Bank Mergers and Acquisitions Expected to Rise

Following a sluggish 2023, experts see signs of renewed banking M&A activity into 2024

With four months remaining in 2023, banking experts see signs of rising bank mergers and acquisitions on the horizon, as financial institutions look for competitive ways to scale. M&A in the banking sector has been light for most of 2023 – amid economic uncertainty, rising interest rates and regional banking failures. “But bankers point to some potential catalysts that could jump-start consolidation,” according to American Banker. “People are still a little nervous,” says Chuck Sulerzyski, CEO of Peoples Bancorp, in an interview with the publication. The turnaround might not be immediate, but Sulerzyski says, “By the middle of next year, I think you will see a lot. I think there’s no doubt.”

S&P data at the half-year mark in 2023 also backs up this assessment of the banking landscape. Though still not to 2022 levels, interest in bank mergers and acquisitions is on the rise. “Eight U.S. bank M&A deals were announced in June, bringing the 2023 year-to-date total to 41 deals.” With four months still left in the year, deals are just over half last year’s total, but the eight mergers announced in June alone were double the number of deals in May. Rather than a sign of distress in a tight economy, MarketWatch says, “Consolidation in fact may be healthy for the banking industry, especially as smaller regional banks continue to see deposit outflows and slowing loan growth.”

Smaller banks need mergers and acquisitions to be more to be competitive. “It’s long been said that the U.S. is overbanked compared with the rest of the world,” according to Barron’s. With 4,135 financial institutions in the U.S., the sector is a mix of big behemoths and smaller community banks. The upcoming wave of consolidations could “further shrink the middle group between the megabanks and community lenders” reports American Banker. Tom Michaud, CEO of investment bank Keefe, Bruyette & Woods, says “Banks want to get the benefits of breadth and the benefits of scale.” For smaller and medium-sized banks, increasing competition for customers always drives M&A.
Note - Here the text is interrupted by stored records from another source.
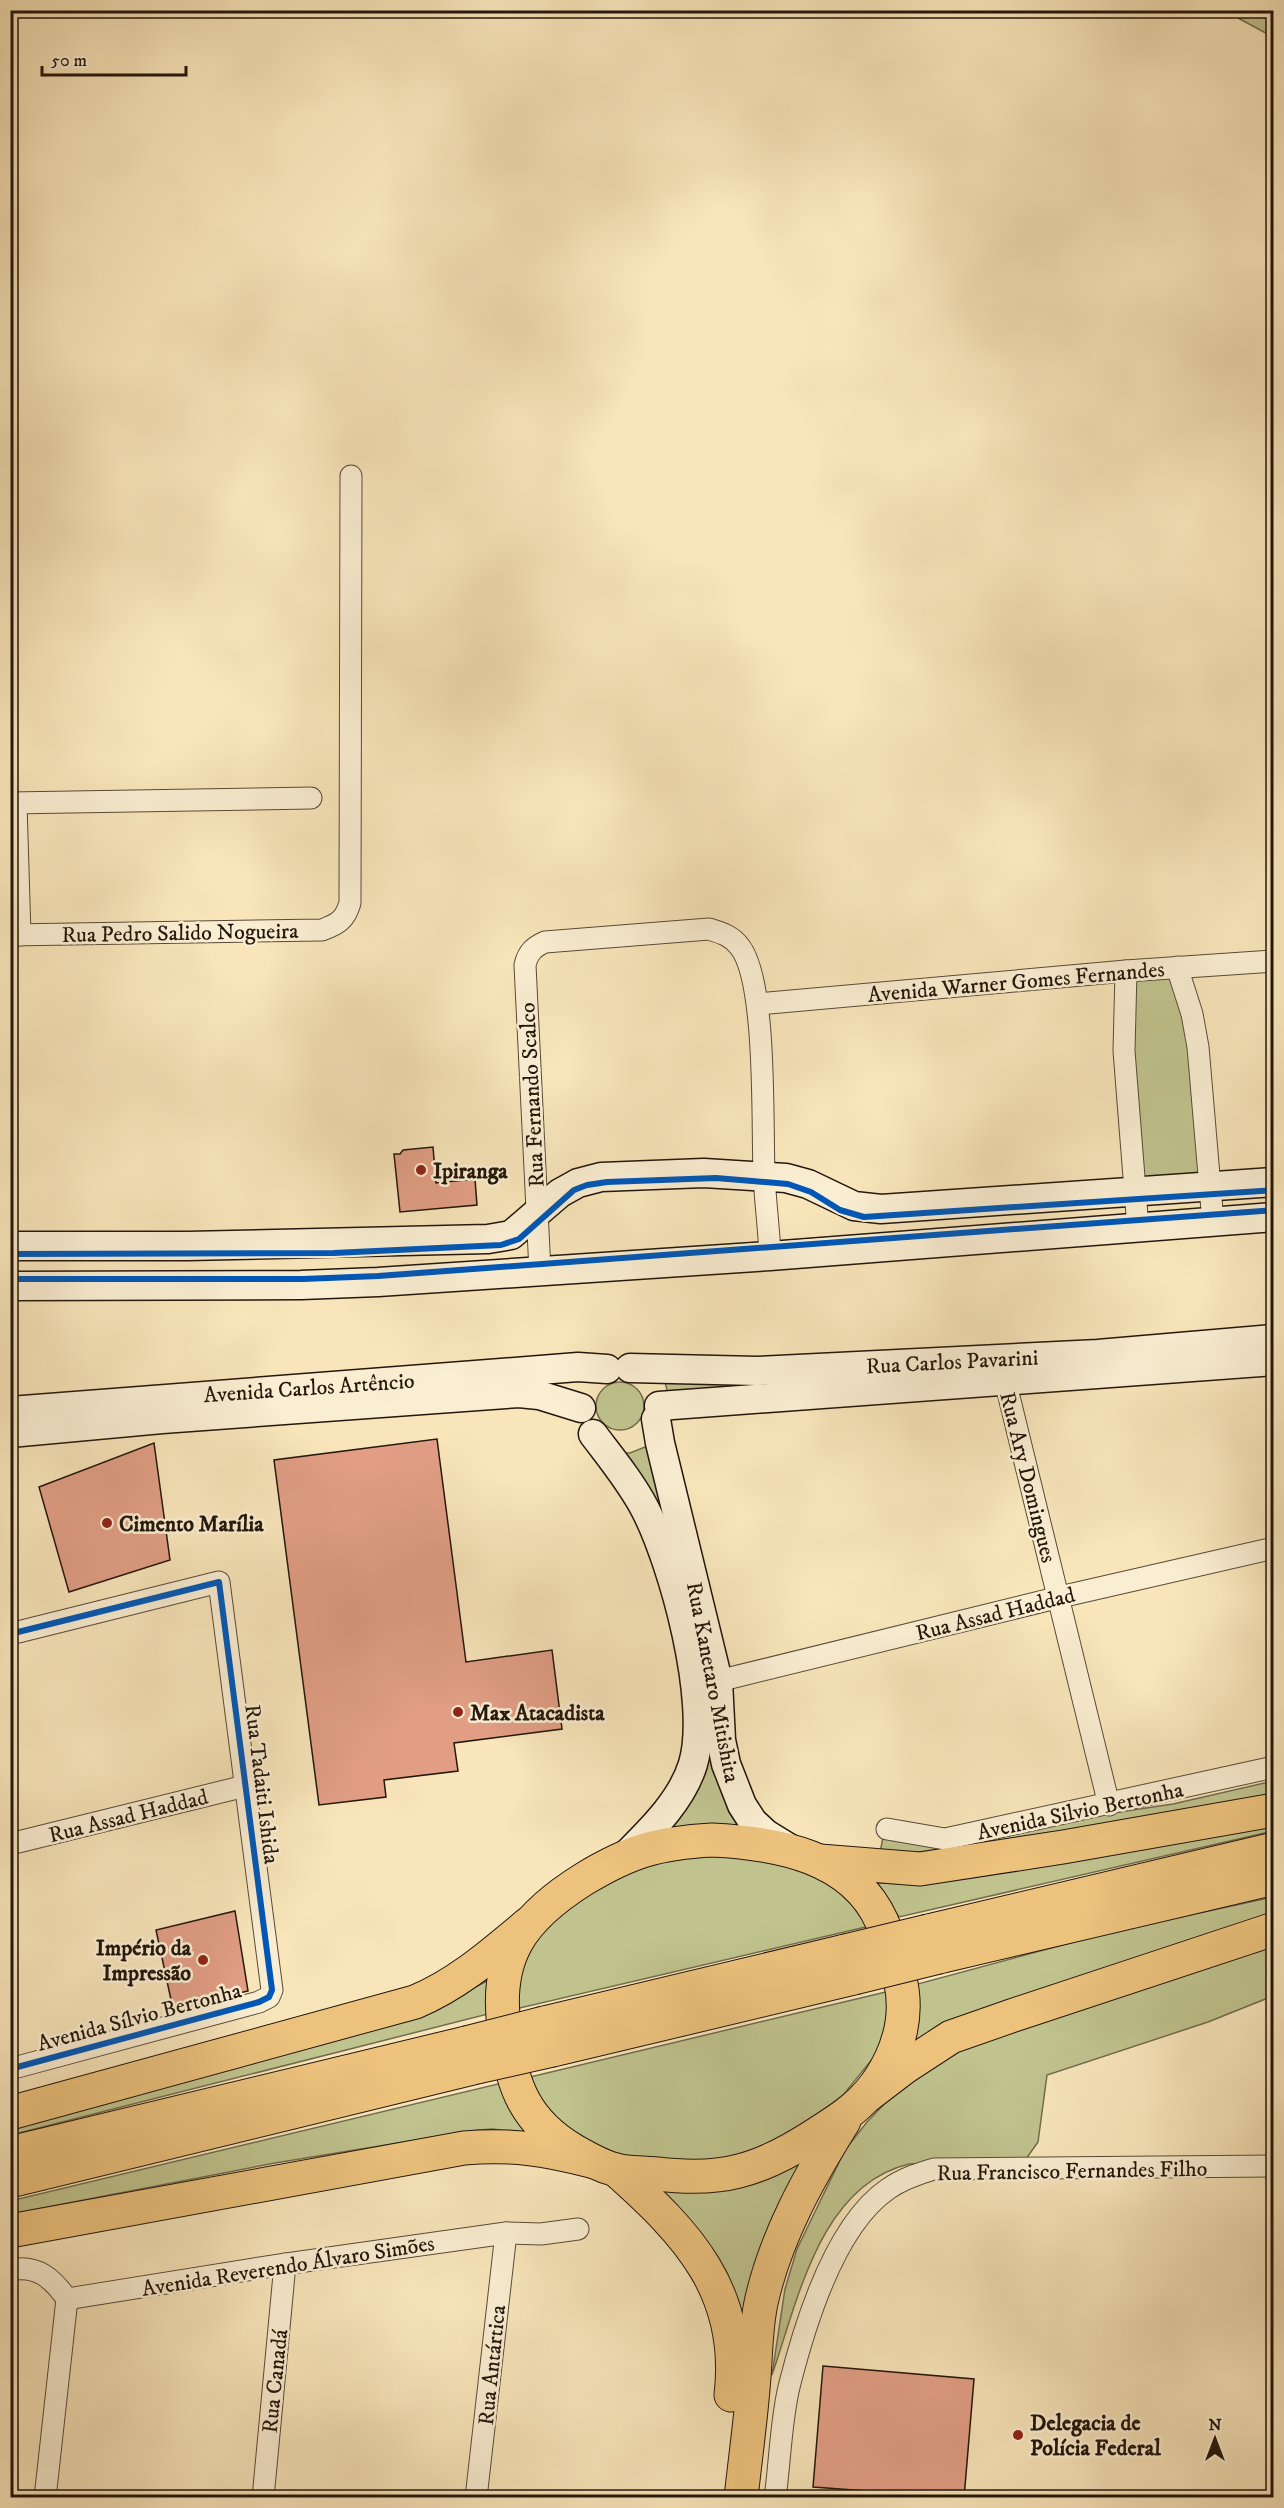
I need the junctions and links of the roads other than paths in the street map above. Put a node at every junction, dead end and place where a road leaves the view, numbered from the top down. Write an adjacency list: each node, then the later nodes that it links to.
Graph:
1 (351, 476): 4 (street, Rua Pedro Salido Nogueira)
2 (311, 798): 3 (street)
3 (13, 803): 4 (street)
4 (15, 935)
5 (1274, 961): 6 (street, Avenida Warner Gomes Fernandes)
6 (1177, 967): 7 (street, Avenida Warner Gomes Fernandes); 11 (street)
7 (1126, 971): 8 (street, Avenida Warner Gomes Fernandes); 12 (street)
8 (758, 1004): 9 (street); 13 (street, Rua Fernando Scalco)
9 (764, 1176): 12 (main road); 13 (main road); 18 (street)
10 (1274, 1182): 11 (main road)
11 (1211, 1186): 12 (main road); 15 (street)
12 (1134, 1191): 16 (street)
13 (537, 1212): 17 (main road); 19 (street, Rua Fernando Scalco)
14 (1274, 1217): 15 (main road)
15 (1213, 1222): 16 (main road)
16 (1138, 1228): 18 (main road)
17 (10, 1246)
18 (770, 1256): 19 (main road)
19 (540, 1271): 20 (main road)
20 (10, 1286)
21 (1274, 1340): 24 (main road, Rua Carlos Pavarini)
22 (1274, 1361): 24 (main road, Rua Carlos Pavarini)
23 (618, 1368): 25 (main road, Rua Carlos Pavarini); 26 (main road); 27 (main road, Avenida Carlos Artêncio); 28 (main road)
24 (1003, 1370): 25 (main road, Rua Carlos Pavarini); 32 (street, Rua Ary Domingues)
25 (758, 1384): 28 (main road, Rua Carlos Pavarini)
26 (581, 1408): 29 (main road, Avenida Carlos Artêncio); 30 (main road)
27 (10, 1411)
28 (657, 1413): 30 (main road); 34 (main road, Rua Kanetaro Mitishita)
29 (10, 1433)
30 (593, 1434): 42 (main road, Rua Kanetaro Mitishita)
31 (1274, 1548): 32 (street, Rua Assad Haddad)
32 (1060, 1597): 34 (street, Rua Assad Haddad); 37 (street, Rua Ary Domingues)
33 (10, 1634): 36 (street, Rua Tadaiti Ishida)
34 (718, 1681): 43 (main road, Rua Kanetaro Mitishita)
35 (1274, 1767): 37 (street, Avenida Silvio Bertonha)
36 (245, 1786): 40 (street, Rua Assad Haddad); 48 (street, Rua Tadaiti Ishida)
37 (1109, 1805): 39 (street, Avenida Silvio Bertonha)
38 (1274, 1810): 43 (highway)
39 (887, 1829)
40 (10, 1844)
41 (1274, 1849): 47 (highway)
42 (626, 1855): 43 (highway); 45 (highway)
43 (807, 1856): 51 (highway)
44 (1274, 1878): 47 (highway)
45 (528, 1924): 52 (highway); 54 (highway)
46 (1274, 1929): 51 (highway)
47 (934, 1944): 49 (highway, bridge)
48 (273, 1990): 50 (street, Avenida Sílvio Bertonha)
49 (469, 2055): 53 (highway); 56 (highway)
50 (10, 2069)
51 (859, 2104): 54 (highway); 67 (highway)
52 (10, 2114)
53 (10, 2152)
54 (604, 2166): 58 (highway); 66 (highway)
55 (1274, 2166): 68 (street, Rua Francisco Fernandes Filho)
56 (10, 2181)
57 (578, 2229): 59 (street, Avenida Reverendo Álvaro Simões)
58 (10, 2230)
59 (506, 2233): 60 (street, Avenida Reverendo Álvaro Simões); 65 (street, Rua Antártica)
60 (285, 2264): 62 (street, Avenida Reverendo Álvaro Simões); 64 (street, Rua Canadá)
61 (10, 2270): 62 (street)
62 (67, 2299): 63 (street)
63 (45, 2498)
64 (262, 2498)
65 (476, 2498)
66 (718, 2498)
67 (741, 2498)
68 (775, 2498)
“While today’s current events may make some leaders hesitant to take action,” according to the Forbes Finance Council, “history shows that M&A deals made during times of economic uncertainties tend to be successful.” That’s because there’s a longer-term strategy at play. “Banks are making strategic moves to navigate a changing industry,” according to Bain & Company. “We expect to see three types of strategic deals: scale deals for consolidation, scope deals to focus on the core, and deals for a new growth engine.” With clear strengths for existing banks, they use “scale benefits of the core business and of their client base to grow faster than a start-up could.”

If you’re a banking leader looking for help with brand strategy or branch conversions after M&A, get in touch with the experts at Adrenaline. And don’t forget to subscribe to Believe in Banking to stay up to date with the latest news impacting the banking and credit union industries.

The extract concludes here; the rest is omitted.